In late October of 2019, Calvin University and Hope College co-hosted the Second Global Congress on Sport and Christianity. More than 250 people from 25 countries and almost 40 states traveled to Calvin’s campus for the event, with another 4,500 locals on site for the public keynote address given by Tim Tebow. Attendees included athletes, coaches, physical educators, athletic directors, media members, pastors, ministry leaders, and scholars from disciplines as different as kinesiology, communication, English, sociology, business management, and theology. All attendees joined for conversation on the variety of intersections between sport, broadly conceived, and Christianity, with its many different faces.
Amid the 10 keynote addresses and 100 breakout session presentations were a small handful of papers on something fundamental to sport experiences—the phenomenon of play. If sports are games or game-like experiences of physical activity, we engage in them because they induce play or playfulness. If sports were not fundamentally playful and, relatedly, fun, they would cease to exist. The connection between sport and play, then, is obvious and deep. We participate in sport (we “play” sports, in common vernacular) because we often experience play when doing so. This connection was not lost on the scholars who presented on play.
From this small group of scholars came the idea for this special issue of the Christian Scholar’s Review. Play is fundamental to our sport experiences. Indeed, play is fundamental to many of our experiences in life, and it often infuses our hopes and dreams. Thus, the scholarship presented at the Second Global Congress on Sport and Christianity related to play encouraged us to explore the topic further. We are far from the first to do so, and we will not be the last. We are attempting to provide a unique angle, and the Christian Scholar’s Review readership constitutes a special audience for explorations that seek to connect the proliferation of play scholarship across the disciplines to particularly Christian concerns.
Play is central to the human experience. Neither age nor location nor time prevents or precludes play. We are all play-capable throughout our lives—from the moments of awe, wonder, and glory just like the Christ child to the moments of laughter and surprise just like Abraham and Sarah at the birth of their child near the end of their lives. Play can overtake us at seemingly any time and at seemingly any place. Play is ubiquitous.

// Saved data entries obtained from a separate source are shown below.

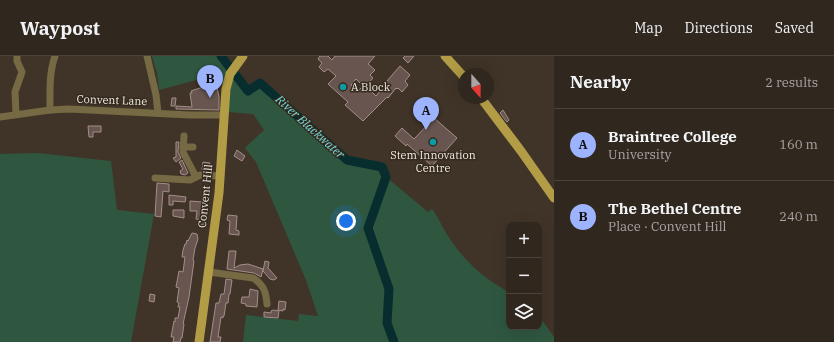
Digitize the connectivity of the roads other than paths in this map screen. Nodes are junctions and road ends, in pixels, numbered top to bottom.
1 (17, 56) edge
2 (55, 56) edge
3 (147, 56) edge
4 (445, 56) edge
5 (240, 59) edge
6 (458, 70) edge
7 (485, 104) edge
8 (50, 110) junction
9 (158, 113) junction
10 (16, 114) junction
11 (224, 115) junction
12 (0, 117) edge
13 (184, 136) dead end
14 (183, 147) junction
15 (193, 147) dead end
16 (220, 176) junction
17 (196, 177) junction
18 (156, 178) dead end
19 (554, 198) edge
20 (208, 272) junction
21 (267, 304) dead end
22 (199, 342) edge

1 - 10 street
2 - 8 street
3 - 9 street
4 - 6 main road
5 - 11 main road, Convent Hill
7 - 19 main road
8 - 9 street, Convent Lane
8 - 10 street, Convent Lane
9 - 11 street, Convent Lane
10 - 12 street, Convent Lane
11 - 16 main road, Convent Hill
13 - 14 street
14 - 15 street
14 - 17 street
16 - 17 street
16 - 20 main road, Convent Hill
17 - 18 street
20 - 21 street
20 - 22 main road, Convent Hill

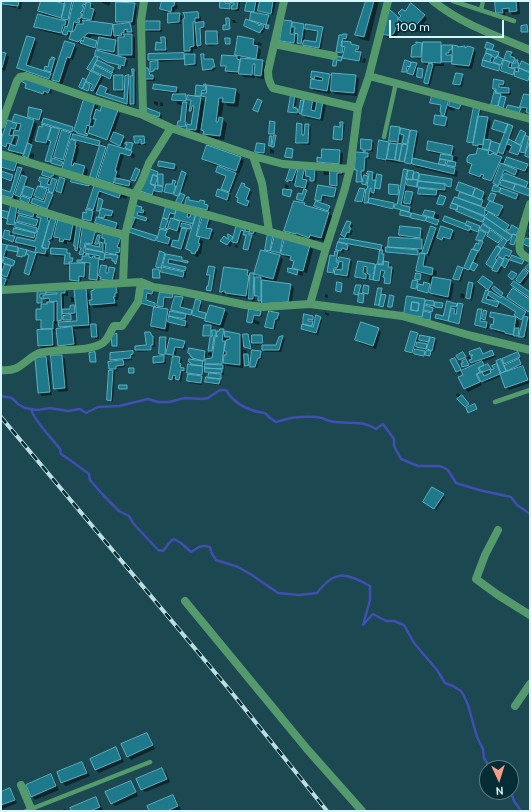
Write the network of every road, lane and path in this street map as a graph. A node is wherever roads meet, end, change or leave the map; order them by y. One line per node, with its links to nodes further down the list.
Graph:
1 (144, 1): 17 (street)
2 (284, 1): 11 (street)
3 (388, 1): 14 (street)
4 (433, 1): 8 (street)
5 (447, 1): 8 (street)
6 (453, 1): 9 (lane)
7 (483, 1): 9 (lane)
8 (444, 10): 12 (street)
9 (481, 10): 10 (lane)
10 (514, 22)
11 (274, 44): 13 (street); 16 (street)
12 (530, 50)
13 (334, 56)
14 (369, 76): 15 (street); 16 (street)
15 (396, 83): 18 (street); 21 (lane)
16 (358, 108): 24 (street)
17 (143, 115): 19 (street); 20 (street)
18 (530, 119)
19 (1, 125)
20 (171, 128): 23 (street); 25 (street)
21 (384, 137)
22 (1, 154): 25 (street)
23 (253, 156): 24 (street); 28 (street)
24 (350, 169): 30 (street)
25 (135, 194): 28 (street); 29 (street)
26 (1, 199): 29 (street)
27 (530, 204): 31 (street)
28 (269, 231): 30 (street)
29 (125, 235): 33 (street)
30 (326, 248): 35 (street)
31 (530, 259)
32 (141, 282): 33 (street); 35 (street); 37 (street)
33 (123, 283): 34 (street)
34 (1, 290)
35 (310, 304): 36 (street)
36 (530, 350)
37 (1, 370)
38 (530, 390): 39 (lane)
39 (494, 402)
40 (498, 530): 42 (street)
41 (185, 601): 49 (street)
42 (530, 614)
43 (530, 684): 44 (street)
44 (515, 706)
45 (150, 762): 47 (lane)
46 (21, 785): 48 (street)
47 (26, 811)
48 (32, 811)
49 (362, 811)

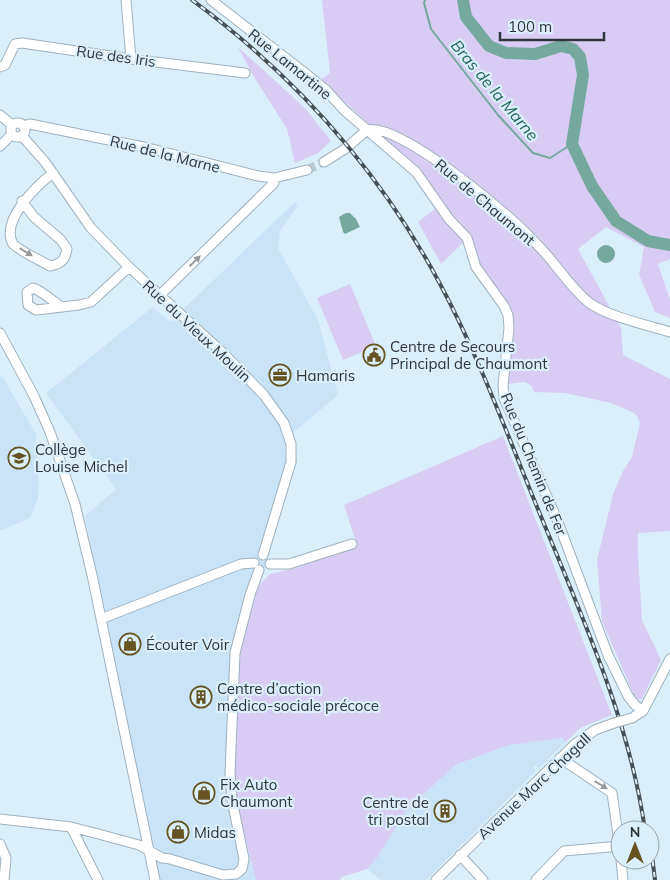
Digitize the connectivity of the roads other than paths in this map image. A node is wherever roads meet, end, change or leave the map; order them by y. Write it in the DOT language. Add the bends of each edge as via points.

Despite its salience, play is not an easy concept to define. Many scholars have noted it in their writings, and they have done so in different ways. Plato and Aristotle spoke of play as it relates to childhood. The term they use, paidia, has a strong etymological connection to their word for education, paideia. The latter word refers to the development of the child. Play, in that sense, is very much like the ideal process of educational systems. It’s how they exist: they grow, learn, and mature with innocence and, hopefully, joy. This connection led Bernard Suits, a philosopher of play and games who is cited in a few of this issue’s articles, to call himself a “paidiatrician.”1 How clever! How playful!
Play is much more than the activity of the child. Plato and Aristotle knew this, and so did the many scholars whose work stems from theirs. Many subsequent thinkers alluded to play, but only in passing and as it fit their greater ends. It wasn’t until Dutch cultural historian Johan Huizinga presented a series of lectures to the Warburg Institute in London in 1937 on play, linguistics, and culture, that anyone had systematized an intellectual exploration of the play phenomenon. These presentations caught the fancy of Huizinga’s audience, and he expanded it into a book the following year titled, Homo Ludens: A Study of the Play-Element in Culture.2 In Homo Ludens, a text cited in each of the articles in this issue, Huizinga made the case that play is the foundation of culture. In doing so, he encouraged further intellectual exploration of play.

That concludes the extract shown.